-- RECORDS FOR THIS TASK follows --

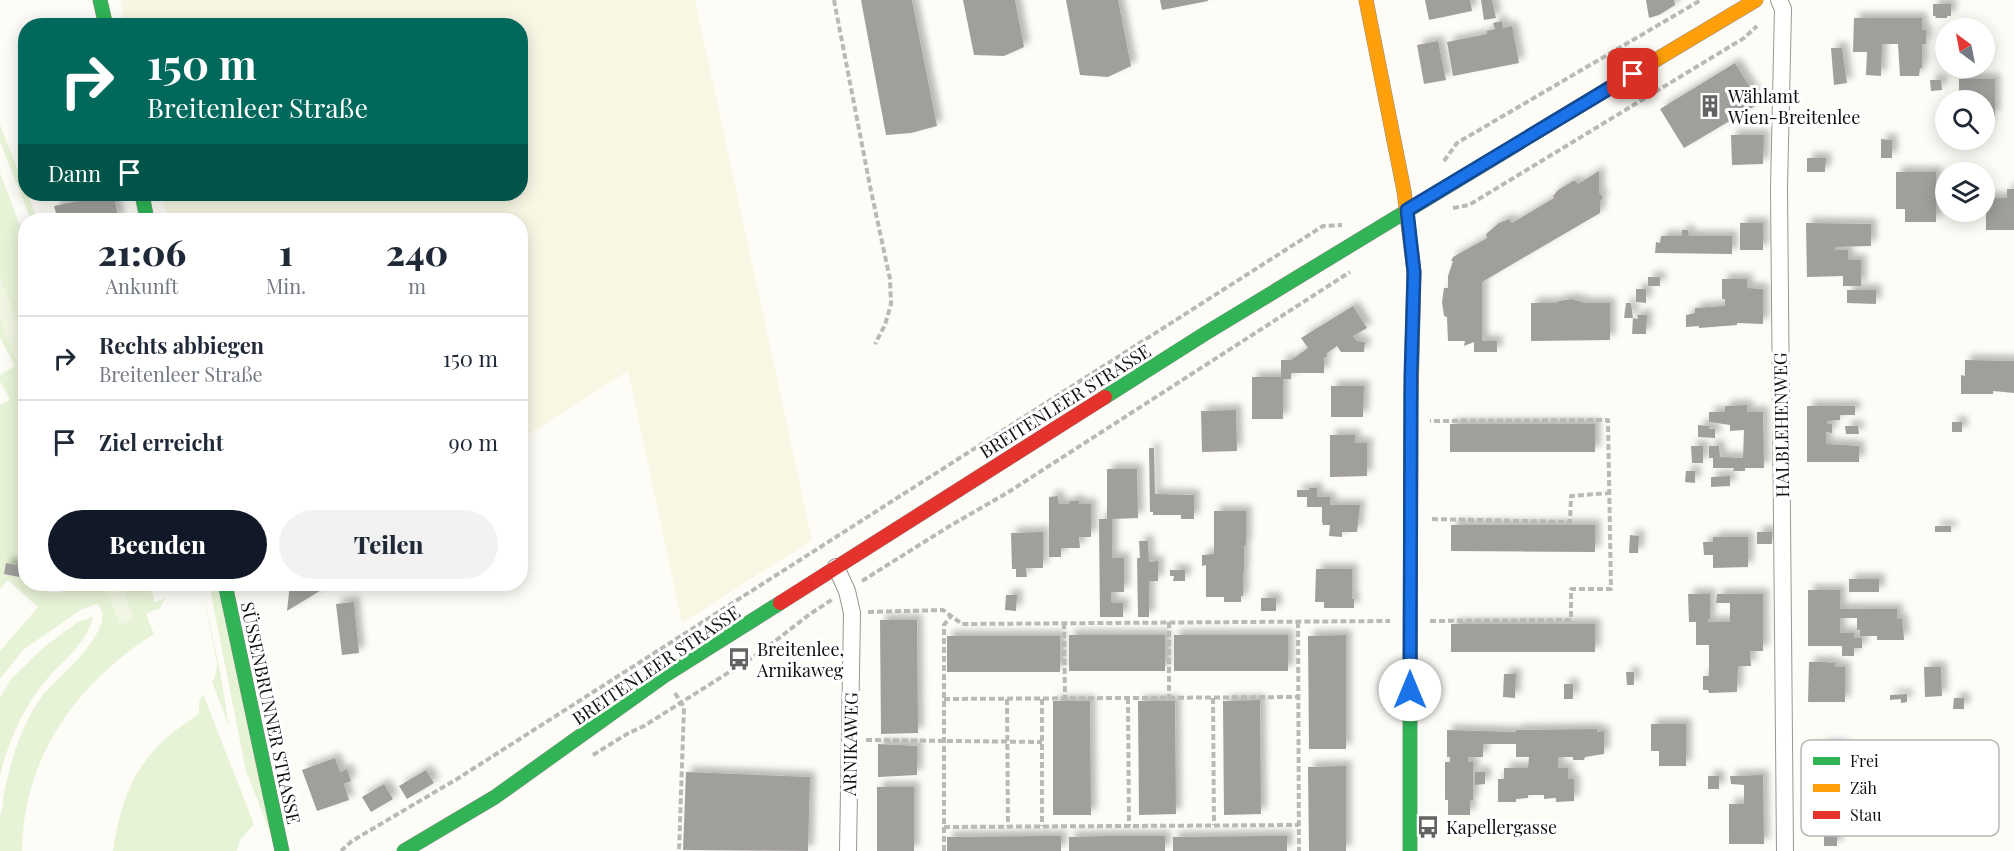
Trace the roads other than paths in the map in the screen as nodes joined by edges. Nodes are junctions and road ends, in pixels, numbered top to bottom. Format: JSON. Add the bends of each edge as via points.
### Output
{"nodes":[{"id":1,"x":100,"y":0,"type":"edge"},
{"id":2,"x":1366,"y":0,"type":"edge"},
{"id":3,"x":1756,"y":0,"type":"edge"},
{"id":4,"x":1779,"y":0,"type":"edge"},
{"id":5,"x":104,"y":18,"type":"edge"},
{"id":6,"x":1407,"y":210,"type":"junction"},
{"id":7,"x":836,"y":567,"type":"junction"},
{"id":8,"x":226,"y":591,"type":"edge"},
{"id":9,"x":282,"y":851,"type":"edge"},
{"id":10,"x":404,"y":851,"type":"edge"},
{"id":11,"x":848,"y":851,"type":"edge"},
{"id":12,"x":1410,"y":851,"type":"edge"},
{"id":13,"x":1785,"y":851,"type":"edge"}],
"edges":[{"from":1,"to":5,"type":"main road"},
{"from":2,"to":6,"type":"main road"},
{"from":3,"to":6,"type":"main road","name":"BREITENLEER STRASSE"},
{"from":4,"to":13,"type":"street","name":"HALBLEHENWEG","via":[[1783,9],[1779,188]]},
{"from":6,"to":7,"type":"main road","name":"BREITENLEER STRASSE"},
{"from":6,"to":12,"type":"main road","via":[[1414,272]]},
{"from":7,"to":10,"type":"main road","name":"BREITENLEER STRASSE","via":[[664,676],[495,797]]},
{"from":7,"to":11,"type":"street","name":"ARNIKAWEG","via":[[852,613]]},
{"from":8,"to":9,"type":"main road","name":"SÜSSENBRUNNER STRASSE"}]}
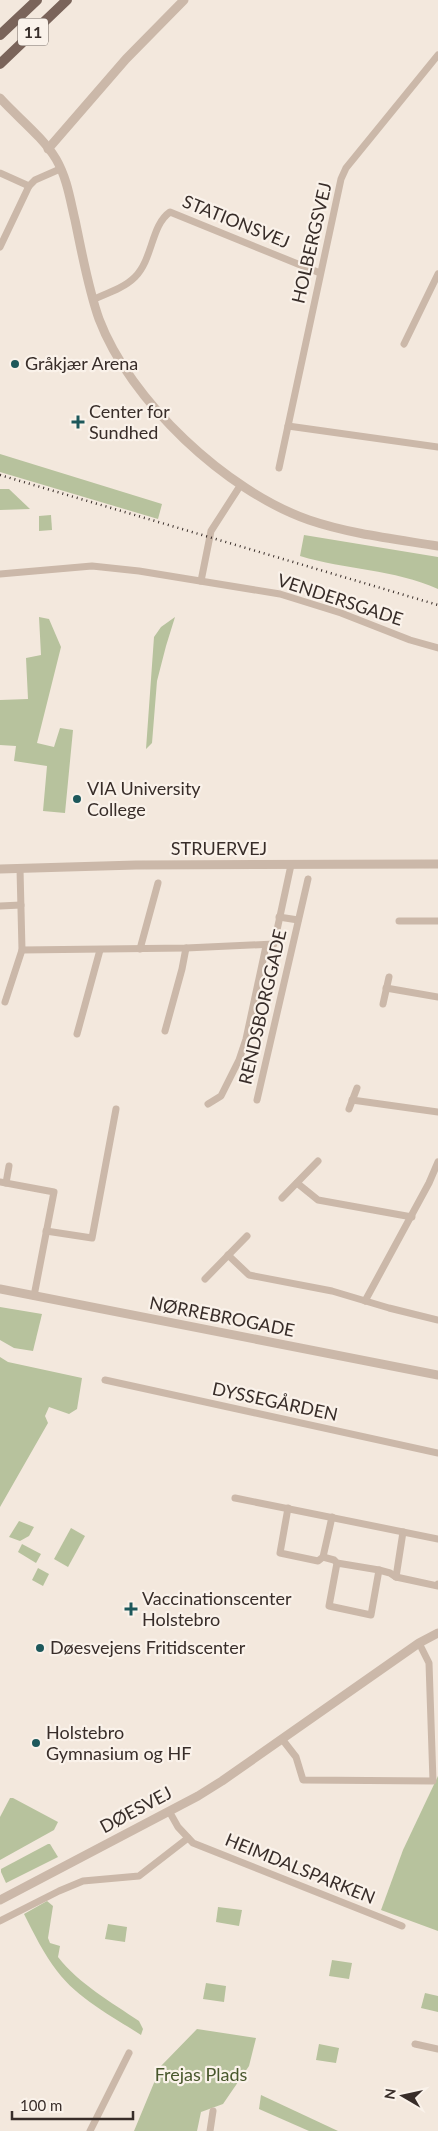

-- RECORDS FOR THIS TASK concluded --

• _PROBLEM_: Could you restate all of the data above word for word and skip every picture?

• _TASK SOLUTION_:
Trace the roads other than paths in the map in the screen as nodes joined by edges. Nodes are junctions and road ends, in pixels, numbered top to bottom. Format: JSON. Add the bends of each edge as via points.
### Output
{"nodes":[{"id":1,"x":100,"y":0,"type":"edge"},
{"id":2,"x":1366,"y":0,"type":"edge"},
{"id":3,"x":1756,"y":0,"type":"edge"},
{"id":4,"x":1779,"y":0,"type":"edge"},
{"id":5,"x":104,"y":18,"type":"edge"},
{"id":6,"x":1407,"y":210,"type":"junction"},
{"id":7,"x":836,"y":567,"type":"junction"},
{"id":8,"x":226,"y":591,"type":"edge"},
{"id":9,"x":282,"y":851,"type":"edge"},
{"id":10,"x":404,"y":851,"type":"edge"},
{"id":11,"x":848,"y":851,"type":"edge"},
{"id":12,"x":1410,"y":851,"type":"edge"},
{"id":13,"x":1785,"y":851,"type":"edge"}],
"edges":[{"from":1,"to":5,"type":"main road"},
{"from":2,"to":6,"type":"main road"},
{"from":3,"to":6,"type":"main road","name":"BREITENLEER STRASSE"},
{"from":4,"to":13,"type":"street","name":"HALBLEHENWEG","via":[[1783,9],[1779,188]]},
{"from":6,"to":7,"type":"main road","name":"BREITENLEER STRASSE"},
{"from":6,"to":12,"type":"main road","via":[[1414,272]]},
{"from":7,"to":10,"type":"main road","name":"BREITENLEER STRASSE","via":[[664,676],[495,797]]},
{"from":7,"to":11,"type":"street","name":"ARNIKAWEG","via":[[852,613]]},
{"from":8,"to":9,"type":"main road","name":"SÜSSENBRUNNER STRASSE"}]}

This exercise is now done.